Note for our final evaluation

Hi @yilun_jin ,

Thank you for organizing the competition. I have two questions about selecting submission IDs.

  1. If one team does not fill out the form, will the top-2 submissions from each track of their team be automatically selected and rerun with different random seeds?
  2. Additionally, for the two selected submissions, will the final score be taken from the best score among all runs or the average score?

Best,
Pengyue

Your case is noted. I am working with aicrowd folks on this.

1 Like
  1. Yes. If a team does not fill in the sheets, we will take the top-2 submissions by default.
  2. We will take the higher one instead of the average.

Reply from aicrowd folks.
If your issue is created at roughly 00:00 UTC July 11, it will be counted. We will manually mark them.

Hi. @yilun_jin
thanks for your correspondence. I will check manually mark issues before selection of submissions

@yilun_jin , Sometimes the exact same code will succeed one time and fail another time. For example we submitted the exact same code [here] and [here]. The first succeeded and the second failed. During re-run what happens if code fails that has previously succeeded? Will the admins run it a second time?

Also, can you tell us why the second link above failed?

When we select our final 2 submissions for each track, should we just select our best scoring submission twice in case it fails the first time it is re-run?

Hi @yilun_jin ,
Thank you for hosting the competition. While selecting my final submission, I have two questions.

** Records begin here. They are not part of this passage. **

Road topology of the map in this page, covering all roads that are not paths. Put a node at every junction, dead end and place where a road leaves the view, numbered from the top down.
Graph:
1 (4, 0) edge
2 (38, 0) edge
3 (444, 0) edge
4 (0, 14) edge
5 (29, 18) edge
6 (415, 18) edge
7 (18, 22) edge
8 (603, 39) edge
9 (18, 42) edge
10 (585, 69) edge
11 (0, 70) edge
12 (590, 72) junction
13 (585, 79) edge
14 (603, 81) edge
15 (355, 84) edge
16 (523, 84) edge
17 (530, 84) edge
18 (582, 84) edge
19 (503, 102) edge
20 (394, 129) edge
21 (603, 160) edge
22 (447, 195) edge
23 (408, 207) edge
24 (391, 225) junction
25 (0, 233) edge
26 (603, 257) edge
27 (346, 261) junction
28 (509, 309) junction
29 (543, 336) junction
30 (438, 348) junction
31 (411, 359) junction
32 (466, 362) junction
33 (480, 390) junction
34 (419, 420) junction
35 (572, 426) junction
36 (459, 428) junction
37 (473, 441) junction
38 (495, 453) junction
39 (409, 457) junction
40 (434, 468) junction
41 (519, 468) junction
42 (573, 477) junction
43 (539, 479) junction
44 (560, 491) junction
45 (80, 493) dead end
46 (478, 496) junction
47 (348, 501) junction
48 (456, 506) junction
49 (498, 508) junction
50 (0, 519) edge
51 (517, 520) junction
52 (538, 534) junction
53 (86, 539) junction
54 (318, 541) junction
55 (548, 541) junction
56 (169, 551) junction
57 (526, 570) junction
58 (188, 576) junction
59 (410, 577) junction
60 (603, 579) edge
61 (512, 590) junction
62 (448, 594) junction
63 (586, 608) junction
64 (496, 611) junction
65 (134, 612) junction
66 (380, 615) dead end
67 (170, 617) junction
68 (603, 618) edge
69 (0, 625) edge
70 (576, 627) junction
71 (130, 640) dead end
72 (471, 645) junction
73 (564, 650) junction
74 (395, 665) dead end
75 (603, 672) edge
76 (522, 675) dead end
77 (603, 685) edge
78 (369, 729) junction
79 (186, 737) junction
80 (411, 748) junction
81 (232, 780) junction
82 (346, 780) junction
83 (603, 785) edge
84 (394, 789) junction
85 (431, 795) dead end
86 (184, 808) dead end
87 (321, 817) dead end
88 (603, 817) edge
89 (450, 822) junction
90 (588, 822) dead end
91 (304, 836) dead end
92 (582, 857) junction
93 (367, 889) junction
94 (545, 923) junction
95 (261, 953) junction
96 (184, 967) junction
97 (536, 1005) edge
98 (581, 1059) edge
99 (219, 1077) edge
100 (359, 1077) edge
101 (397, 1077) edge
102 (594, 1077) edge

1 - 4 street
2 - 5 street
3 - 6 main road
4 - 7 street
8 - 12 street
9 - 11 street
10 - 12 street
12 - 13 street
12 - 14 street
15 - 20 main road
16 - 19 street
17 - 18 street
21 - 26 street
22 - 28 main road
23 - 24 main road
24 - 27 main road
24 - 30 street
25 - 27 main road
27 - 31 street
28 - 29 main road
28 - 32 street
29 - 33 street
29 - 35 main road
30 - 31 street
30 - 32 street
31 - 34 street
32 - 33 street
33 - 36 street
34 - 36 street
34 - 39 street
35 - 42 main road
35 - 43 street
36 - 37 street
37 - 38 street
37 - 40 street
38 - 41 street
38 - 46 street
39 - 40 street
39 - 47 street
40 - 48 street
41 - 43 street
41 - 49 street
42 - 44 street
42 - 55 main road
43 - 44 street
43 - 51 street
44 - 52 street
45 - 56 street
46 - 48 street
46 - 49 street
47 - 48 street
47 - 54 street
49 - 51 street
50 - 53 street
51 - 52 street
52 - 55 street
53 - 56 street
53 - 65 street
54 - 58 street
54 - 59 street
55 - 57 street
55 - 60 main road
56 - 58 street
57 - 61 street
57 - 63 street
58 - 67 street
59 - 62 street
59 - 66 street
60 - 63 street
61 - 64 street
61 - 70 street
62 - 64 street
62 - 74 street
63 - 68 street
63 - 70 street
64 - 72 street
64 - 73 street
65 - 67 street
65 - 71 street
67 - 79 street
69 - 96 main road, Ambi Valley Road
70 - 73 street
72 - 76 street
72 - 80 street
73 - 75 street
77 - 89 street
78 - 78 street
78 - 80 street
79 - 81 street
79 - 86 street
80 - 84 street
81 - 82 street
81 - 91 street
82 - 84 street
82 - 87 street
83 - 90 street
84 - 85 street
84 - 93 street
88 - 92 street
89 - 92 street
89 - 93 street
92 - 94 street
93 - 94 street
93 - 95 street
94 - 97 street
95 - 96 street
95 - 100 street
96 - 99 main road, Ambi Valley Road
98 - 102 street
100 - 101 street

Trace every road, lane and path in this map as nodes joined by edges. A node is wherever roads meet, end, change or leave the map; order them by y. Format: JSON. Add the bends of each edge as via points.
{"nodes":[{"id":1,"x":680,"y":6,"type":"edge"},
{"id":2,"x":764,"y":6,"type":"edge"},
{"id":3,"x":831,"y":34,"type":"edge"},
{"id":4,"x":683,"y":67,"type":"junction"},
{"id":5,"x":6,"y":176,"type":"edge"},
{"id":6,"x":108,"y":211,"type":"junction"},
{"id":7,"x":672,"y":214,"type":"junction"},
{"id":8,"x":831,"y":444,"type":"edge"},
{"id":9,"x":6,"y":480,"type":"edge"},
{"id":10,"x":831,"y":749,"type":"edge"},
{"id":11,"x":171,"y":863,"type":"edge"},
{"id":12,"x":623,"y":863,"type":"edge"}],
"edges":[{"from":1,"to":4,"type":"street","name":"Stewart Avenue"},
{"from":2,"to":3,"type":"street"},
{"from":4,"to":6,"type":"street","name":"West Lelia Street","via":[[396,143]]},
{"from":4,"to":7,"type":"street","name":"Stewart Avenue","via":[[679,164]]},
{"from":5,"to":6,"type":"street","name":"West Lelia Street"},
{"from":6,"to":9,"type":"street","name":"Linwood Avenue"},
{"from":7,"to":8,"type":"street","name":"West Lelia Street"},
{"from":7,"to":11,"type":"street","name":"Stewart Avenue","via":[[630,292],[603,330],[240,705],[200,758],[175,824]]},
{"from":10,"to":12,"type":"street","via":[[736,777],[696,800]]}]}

  1. Among the submissions marked as “Evaluation Succeeded,” there are some submissions where the score is not displayed. This information is necessary for selecting the final submission. Is it possible to check these scores? Examples are here and here, etc.

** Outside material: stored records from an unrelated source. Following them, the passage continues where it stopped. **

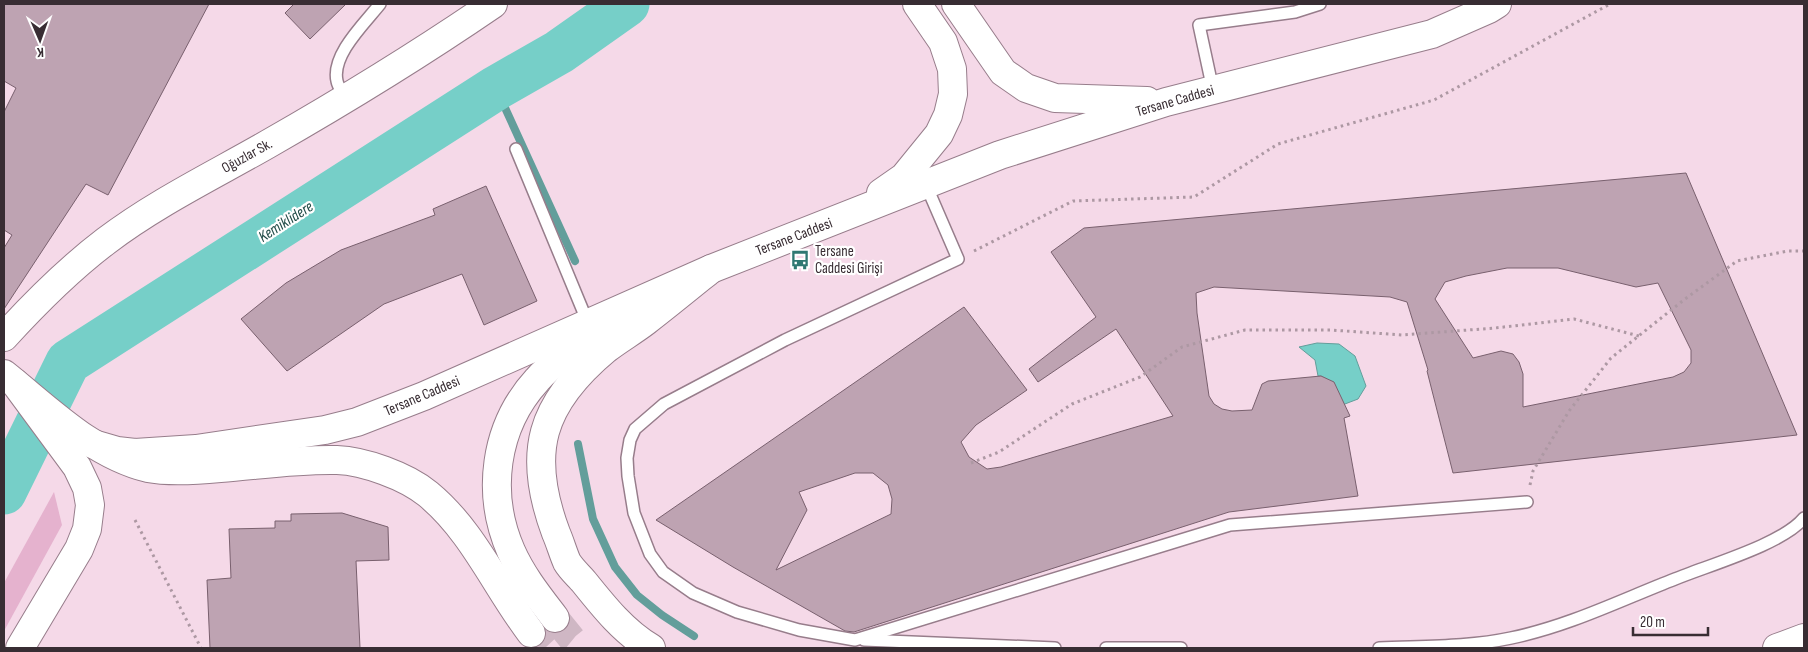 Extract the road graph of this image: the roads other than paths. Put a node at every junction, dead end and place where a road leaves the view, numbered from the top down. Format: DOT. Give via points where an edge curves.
graph roads {
  1 [pos="380,4"];
  2 [pos="493,4"];
  3 [pos="917,4"];
  4 [pos="956,4"];
  5 [pos="1320,4"];
  6 [pos="1490,5"];
  7 [pos="1213,90"];
  8 [pos="346,99"];
  9 [pos="1166,102"];
  10 [pos="516,149"];
  11 [pos="926,185"];
  12 [pos="854,214"];
  13 [pos="711,269"];
  14 [pos="662,290"];
  15 [pos="588,323"];
  16 [pos="8,331"];
  17 [pos="10,379"];
  18 [pos="93,444"];
  19 [pos="1527,502"];
  20 [pos="1804,518"];
  21 [pos="555,618"];
  22 [pos="531,632"];
  23 [pos="1804,638"];
  24 [pos="855,640"];
  25 [pos="20,648"];
  26 [pos="651,648"];
  27 [pos="1055,648"];
  28 [pos="1106,648"];
  29 [pos="1181,648"];
  30 [pos="1379,648"];
  31 [pos="1777,648"];
  1 -- 8 [label="lane" via="338,60 337,80"];
  2 -- 8 [label="main road, Oğuzlar Sk."];
  3 -- 12 [label="main road" via="943,42 952,69 953,94 948,115 939,134 904,177"];
  4 -- 9 [label="main road" via="1003,72 1026,88 1055,98"];
  5 -- 7 [label="lane" via="1294,12 1199,25"];
  6 -- 7 [label="main road, Tersane Caddesi" via="1432,34"];
  7 -- 9 [label="main road, Tersane Caddesi"];
  8 -- 16 [label="main road, Oğuzlar Sk." via="178,194 107,240"];
  9 -- 11 [label="main road, Tersane Caddesi" via="1000,155"];
  10 -- 15 [label="lane"];
  11 -- 12 [label="main road, Tersane Caddesi"];
  11 -- 24 [label="lane" via="958,259 785,340 664,404 635,429 627,458 634,513 650,554 662,572 693,593 737,612 800,630"];
  12 -- 13 [label="main road, Tersane Caddesi"];
  13 -- 14 [label="main road, Tersane Caddesi"];
  13 -- 26 [label="main road" via="606,349 583,371 560,397 548,419 542,444 540,470 546,501 567,562 605,608 636,639"];
  14 -- 15 [label="main road, Tersane Caddesi"];
  14 -- 21 [label="main road" via="560,359 537,379 523,397 500,448 496,485 500,518 511,551 528,583"];
  15 -- 18 [label="main road, Tersane Caddesi" via="388,411 325,430 196,449 135,453"];
  17 -- 18 [label="main road"];
  17 -- 25 [label="main road" via="77,467 88,488 90,505 87,529 79,549"];
  18 -- 22 [label="main road" via="150,468 196,471 339,460 403,478 427,493 468,536"];
  19 -- 24 [label="lane" via="1230,525"];
  20 -- 30 [label="lane" via="1798,526 1753,549 1548,629 1465,644"];
  23 -- 31 [label="main road"];
  24 -- 27 [label="lane"];
  28 -- 29 [label="lane"];
}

  2. Sometimes, even with the same code, there are submissions that failed due to “Evaluation timed out.” In such cases, I believe some of these might succeed if submitted again. Is it possible to select one of these as one of the two final submissions?

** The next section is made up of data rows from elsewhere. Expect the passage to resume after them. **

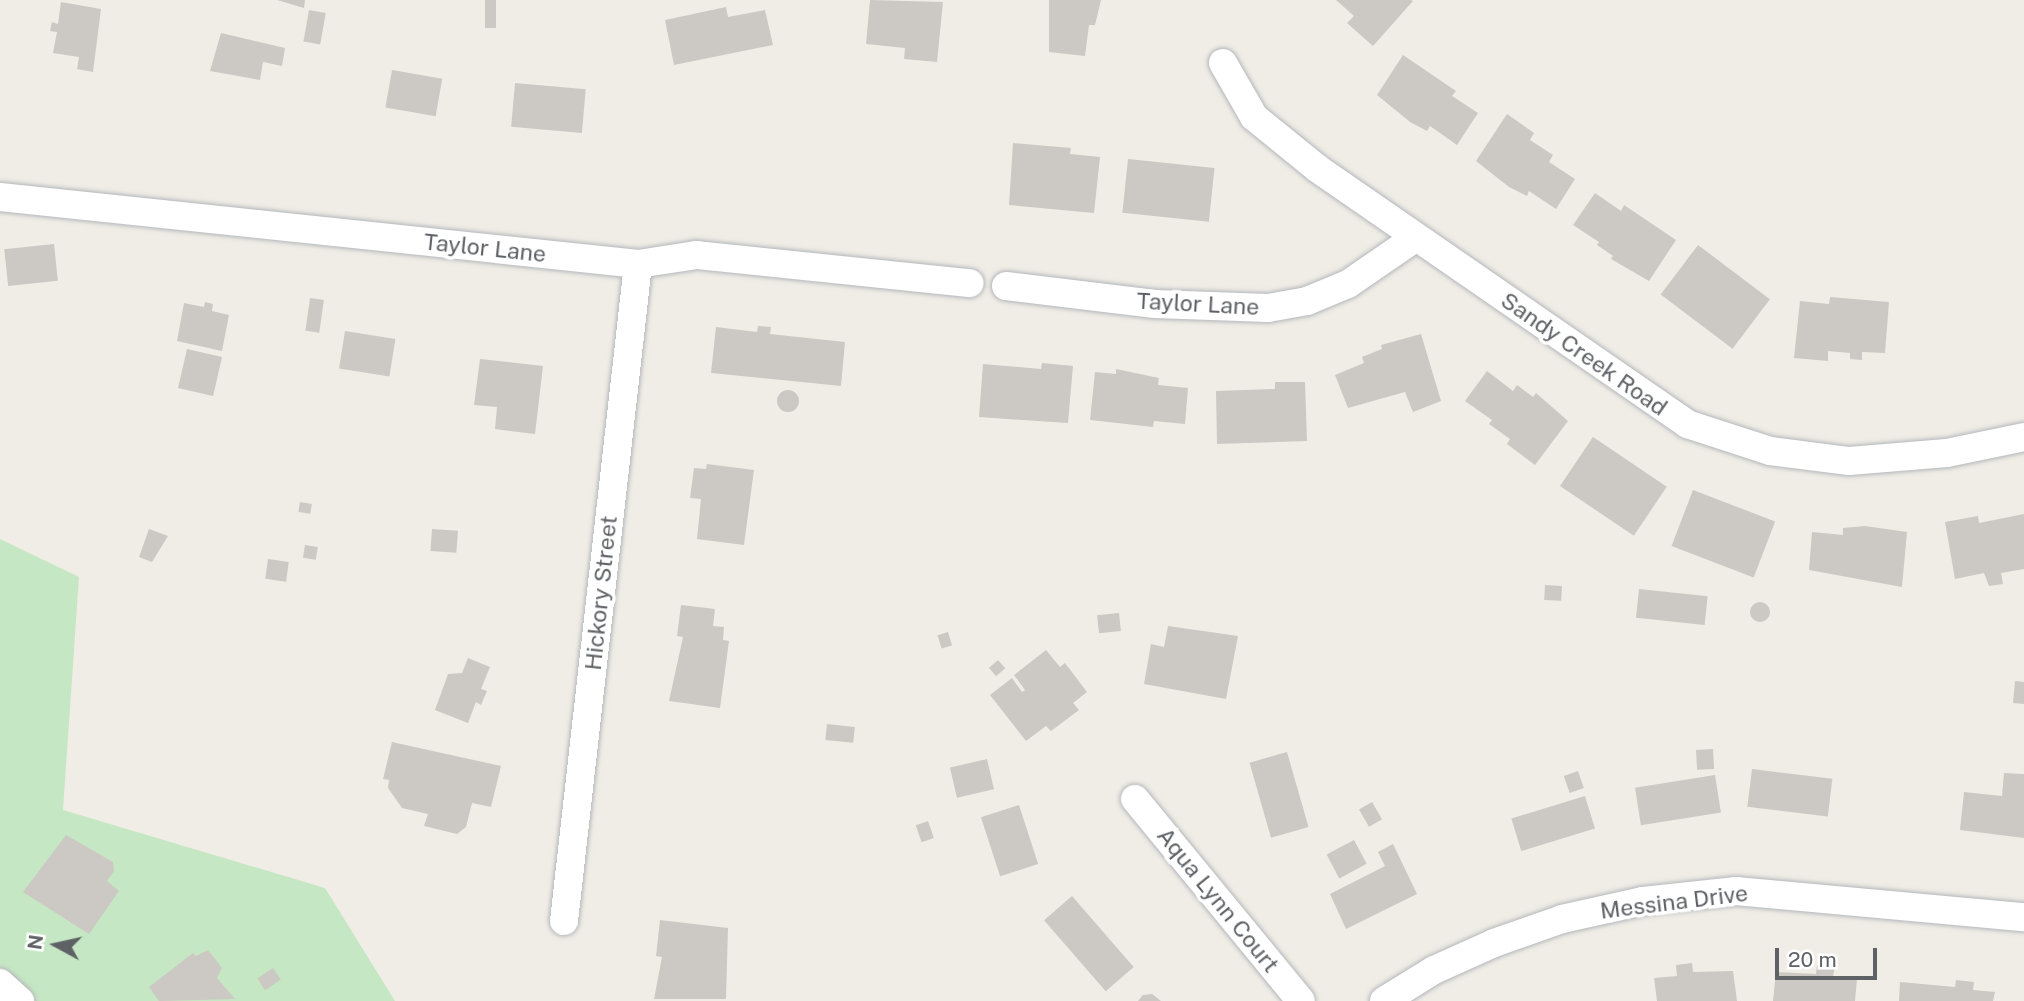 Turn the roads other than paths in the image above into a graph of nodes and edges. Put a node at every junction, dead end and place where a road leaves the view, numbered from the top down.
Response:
1 (1223, 63) dead end
2 (0, 197) edge
3 (1415, 238) junction
4 (638, 264) junction
5 (970, 283) dead end
6 (1006, 286) dead end
7 (2024, 438) edge
8 (1135, 799) dead end
9 (2024, 916) edge
10 (564, 921) dead end
11 (0, 983) edge
12 (20, 1001) edge
13 (1301, 1001) edge
14 (1384, 1001) edge

1 - 3 street, Sandy Creek Road
2 - 4 street, Taylor Lane
3 - 6 street, Taylor Lane
3 - 7 street, Sandy Creek Road
4 - 5 street, Taylor Lane
4 - 10 street, Hickory Street
8 - 13 street, Aqua Lynn Court
9 - 14 street, Messina Drive
11 - 12 street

@Chris_Deotte It may happen that a valid submission may fail due to network connection issues (which is what happened to the second link). This is a problem we encounter since the beginning, but fail to completely address. We apologize for that.

During re-evaluation, we would make sure that all submissions will run through to get scores, so feel free to select two different submissions.

Hope that helps.

1 Like

Hi @wakawakawakawaka ,

  1. I manually check the logs to see the final scores. They have been updated on your issue page.

  2. It is possible to submit them, but since you did not see the final scores, you have to do that at some risk. Apologies for the occasional network issue.

Hi @yilun_jin ,

Thank you very much.
Regarding the answer to question 2, I understand well. Thank you for your detailed explanation.

Concerning question 1, I’d like to ask some additional questions.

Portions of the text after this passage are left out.